Re: Project 2653 Run 1, Clone 129, Gen 143 - EUE

Posted: Sat Feb 20, 2010 5:23 am
by bruce
For you, Project: 2653 (Run 1, Clone 129, Gen 143) got calculation errors at 61%. Someone else was able to complete the same WU when it was reassigned. That probably means your hardware is overclocked too much or not being cooled adequately (such as dust in the heatsink).

If you're overclocking, have you run StressCPU and memtest recently?

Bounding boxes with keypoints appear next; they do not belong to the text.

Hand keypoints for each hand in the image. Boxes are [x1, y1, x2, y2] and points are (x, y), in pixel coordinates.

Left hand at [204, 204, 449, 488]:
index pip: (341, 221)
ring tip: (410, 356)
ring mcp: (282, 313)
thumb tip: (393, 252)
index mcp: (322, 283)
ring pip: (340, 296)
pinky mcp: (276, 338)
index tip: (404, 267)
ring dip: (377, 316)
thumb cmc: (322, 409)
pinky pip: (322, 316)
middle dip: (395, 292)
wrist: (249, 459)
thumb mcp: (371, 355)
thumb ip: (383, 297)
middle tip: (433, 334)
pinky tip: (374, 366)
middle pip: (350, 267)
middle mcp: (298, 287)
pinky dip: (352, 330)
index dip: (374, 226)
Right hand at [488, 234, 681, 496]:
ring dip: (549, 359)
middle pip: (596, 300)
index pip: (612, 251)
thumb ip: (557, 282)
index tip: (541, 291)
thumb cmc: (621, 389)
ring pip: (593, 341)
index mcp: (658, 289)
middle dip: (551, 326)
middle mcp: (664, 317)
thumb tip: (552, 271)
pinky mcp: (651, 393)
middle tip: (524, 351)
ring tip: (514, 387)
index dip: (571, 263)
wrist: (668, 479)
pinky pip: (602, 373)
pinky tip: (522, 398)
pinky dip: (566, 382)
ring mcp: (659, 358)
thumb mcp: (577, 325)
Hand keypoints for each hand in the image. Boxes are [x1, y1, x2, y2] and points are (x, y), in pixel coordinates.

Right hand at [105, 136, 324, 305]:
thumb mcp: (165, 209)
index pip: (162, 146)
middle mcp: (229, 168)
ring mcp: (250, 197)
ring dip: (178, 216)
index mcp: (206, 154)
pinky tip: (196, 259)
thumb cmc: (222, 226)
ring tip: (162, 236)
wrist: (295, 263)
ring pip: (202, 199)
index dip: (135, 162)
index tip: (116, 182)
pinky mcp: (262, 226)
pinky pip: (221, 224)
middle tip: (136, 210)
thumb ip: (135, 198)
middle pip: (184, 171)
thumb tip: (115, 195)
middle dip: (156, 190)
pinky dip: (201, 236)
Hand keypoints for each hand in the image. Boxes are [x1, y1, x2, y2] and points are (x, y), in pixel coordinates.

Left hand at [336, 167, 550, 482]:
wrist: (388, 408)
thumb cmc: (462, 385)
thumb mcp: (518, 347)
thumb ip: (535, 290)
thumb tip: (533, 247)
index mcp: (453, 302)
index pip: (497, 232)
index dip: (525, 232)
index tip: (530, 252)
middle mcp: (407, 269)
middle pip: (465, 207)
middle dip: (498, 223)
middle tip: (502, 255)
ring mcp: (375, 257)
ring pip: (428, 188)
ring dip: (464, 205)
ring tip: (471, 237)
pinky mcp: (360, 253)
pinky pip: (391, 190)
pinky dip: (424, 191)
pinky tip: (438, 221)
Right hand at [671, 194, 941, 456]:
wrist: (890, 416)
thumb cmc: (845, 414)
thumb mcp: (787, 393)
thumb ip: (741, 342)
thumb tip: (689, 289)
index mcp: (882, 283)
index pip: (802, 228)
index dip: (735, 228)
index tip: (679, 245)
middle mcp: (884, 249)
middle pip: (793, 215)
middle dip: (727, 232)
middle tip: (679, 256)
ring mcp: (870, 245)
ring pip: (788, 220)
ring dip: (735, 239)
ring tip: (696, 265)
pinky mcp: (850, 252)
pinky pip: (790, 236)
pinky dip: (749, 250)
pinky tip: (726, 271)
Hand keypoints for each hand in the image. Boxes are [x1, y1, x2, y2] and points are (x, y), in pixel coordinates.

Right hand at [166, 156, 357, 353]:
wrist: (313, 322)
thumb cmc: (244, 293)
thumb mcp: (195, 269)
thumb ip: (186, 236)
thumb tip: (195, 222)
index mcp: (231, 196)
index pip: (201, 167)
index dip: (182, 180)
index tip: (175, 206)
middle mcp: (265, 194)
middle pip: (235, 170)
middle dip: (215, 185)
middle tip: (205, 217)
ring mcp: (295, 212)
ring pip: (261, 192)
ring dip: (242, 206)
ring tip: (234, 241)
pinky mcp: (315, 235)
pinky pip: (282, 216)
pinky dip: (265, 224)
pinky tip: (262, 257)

Re: Project 2653 Run 1, Clone 129, Gen 143 - EUE

Posted: Sat Feb 20, 2010 8:37 pm
by djchandler
Will check hardware OC, stress test and adjust. In the other thread I started, viewtopic.php?f=58&t=13533, Wrish pointed out this could be a RAM problem. Will take your recommendation and proceed accordingly.

EDIT
:oops:
Found an error in my OC utility (Gigabyte EasyTune) settings. I had BIOS set for RAM @ 2.1v, so assumed that was default setting in utility--big mistake assuming, OC utility was taking it back to 1.85v, so now all may be well. I don't know why that changed. Recovering from sixth surgery in three years, so I'm blaming meds (again).